Since stability is an essential parameter to be considered in large-scale applications, we assessed the reuse stability of SA-laccase@Cu3(PO4)2 hNFs by consecutive cycles of BPA removal; BPA was quantitatively removed for 2 h in every batch. As indicated in Fig. 12, BPA removal using SA-laccase@Cu3(PO4)2 hNFs was reduced only slightly in consecutive batches. However, the removal rate still reached 90% after 8 batches of reuse, which suggests the high reuse stability of the obtained SA-laccase hNFs. This high reuse stability possibly results from the coordination and electrostatic interactions between Cu2+ and SA-laccase in a suitable direction. Moreover, confinement in the Cu3(PO4)2 crystal reduces the conformational flexibility of the laccase protein and increases the rigidity of the enzyme, which efficiently decreases the possibility and tendency of the refolding of SA-laccase protein.
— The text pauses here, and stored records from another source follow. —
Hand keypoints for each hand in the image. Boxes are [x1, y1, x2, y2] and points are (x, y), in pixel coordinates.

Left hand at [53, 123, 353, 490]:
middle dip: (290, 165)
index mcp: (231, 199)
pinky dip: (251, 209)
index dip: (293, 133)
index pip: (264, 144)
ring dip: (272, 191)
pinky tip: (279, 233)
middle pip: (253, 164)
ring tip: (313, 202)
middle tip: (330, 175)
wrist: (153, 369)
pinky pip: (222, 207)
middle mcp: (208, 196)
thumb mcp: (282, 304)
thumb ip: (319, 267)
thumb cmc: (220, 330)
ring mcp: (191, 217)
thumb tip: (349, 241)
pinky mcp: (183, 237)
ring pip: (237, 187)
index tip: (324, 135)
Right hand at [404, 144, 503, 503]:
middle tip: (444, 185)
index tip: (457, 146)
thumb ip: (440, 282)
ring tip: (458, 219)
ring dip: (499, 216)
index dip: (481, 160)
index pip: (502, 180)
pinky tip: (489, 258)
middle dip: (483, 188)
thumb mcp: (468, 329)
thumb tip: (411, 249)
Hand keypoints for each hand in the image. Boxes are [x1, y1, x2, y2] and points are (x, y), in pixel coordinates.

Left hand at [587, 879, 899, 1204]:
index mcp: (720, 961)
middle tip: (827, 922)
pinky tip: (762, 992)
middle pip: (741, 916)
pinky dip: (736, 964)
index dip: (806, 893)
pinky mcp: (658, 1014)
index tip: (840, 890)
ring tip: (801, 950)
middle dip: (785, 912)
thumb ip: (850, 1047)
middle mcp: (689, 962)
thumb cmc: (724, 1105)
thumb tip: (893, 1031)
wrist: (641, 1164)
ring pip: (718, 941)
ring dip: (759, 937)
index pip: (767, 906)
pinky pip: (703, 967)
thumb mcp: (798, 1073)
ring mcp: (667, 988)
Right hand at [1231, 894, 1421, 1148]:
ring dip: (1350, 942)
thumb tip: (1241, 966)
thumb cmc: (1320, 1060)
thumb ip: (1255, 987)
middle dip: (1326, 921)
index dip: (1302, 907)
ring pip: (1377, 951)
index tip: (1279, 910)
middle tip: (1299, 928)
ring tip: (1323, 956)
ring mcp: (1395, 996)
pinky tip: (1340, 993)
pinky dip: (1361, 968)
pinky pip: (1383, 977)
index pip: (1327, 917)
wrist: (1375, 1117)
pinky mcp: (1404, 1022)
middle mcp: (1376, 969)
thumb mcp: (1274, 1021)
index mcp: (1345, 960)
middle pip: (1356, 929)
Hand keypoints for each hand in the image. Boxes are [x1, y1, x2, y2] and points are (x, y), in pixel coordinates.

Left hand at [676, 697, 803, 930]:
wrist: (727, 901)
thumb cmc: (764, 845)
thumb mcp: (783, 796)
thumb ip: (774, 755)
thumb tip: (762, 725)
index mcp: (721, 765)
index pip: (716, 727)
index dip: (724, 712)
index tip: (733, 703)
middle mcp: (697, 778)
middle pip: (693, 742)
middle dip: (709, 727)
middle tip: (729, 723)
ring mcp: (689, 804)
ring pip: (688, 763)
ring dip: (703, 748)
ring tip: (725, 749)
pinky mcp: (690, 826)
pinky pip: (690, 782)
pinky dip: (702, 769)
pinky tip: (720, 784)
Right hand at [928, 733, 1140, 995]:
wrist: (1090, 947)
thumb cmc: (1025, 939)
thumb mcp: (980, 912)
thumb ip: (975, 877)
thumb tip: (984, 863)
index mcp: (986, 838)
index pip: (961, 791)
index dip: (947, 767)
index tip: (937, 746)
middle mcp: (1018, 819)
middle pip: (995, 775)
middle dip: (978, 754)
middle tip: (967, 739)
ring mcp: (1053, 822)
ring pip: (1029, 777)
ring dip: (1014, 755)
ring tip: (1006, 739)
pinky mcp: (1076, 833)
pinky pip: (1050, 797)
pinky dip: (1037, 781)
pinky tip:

This high reuse stability of SA-laccase@Cu3(PO4)2 hNFs can support low-cost biocatalysis for BPA removal.

Conclusion

In summary, chemical modification using SA enriched the carboxyl groups and negative charges on the laccase protein surface, which induced coordination and electrostatic interactions in appropriate directions. These interactions as well as confinement in the Cu3(PO4)2 hNFs sustained SA-laccase protein stability and supported high activity and stability in removing BPA. In addition, the copper ions in the hNFs coated the SA-laccase protein surface, efficiently bridging electron transport and enhancing the catalytic removal of BPA in wastewater at low temperature. This immobilization method inspired by the biocompatibility of laccase and copper ions and the enzymatic reaction mechanism significantly improved laccase immobilization and its catalytic removal of BPA in wastewater.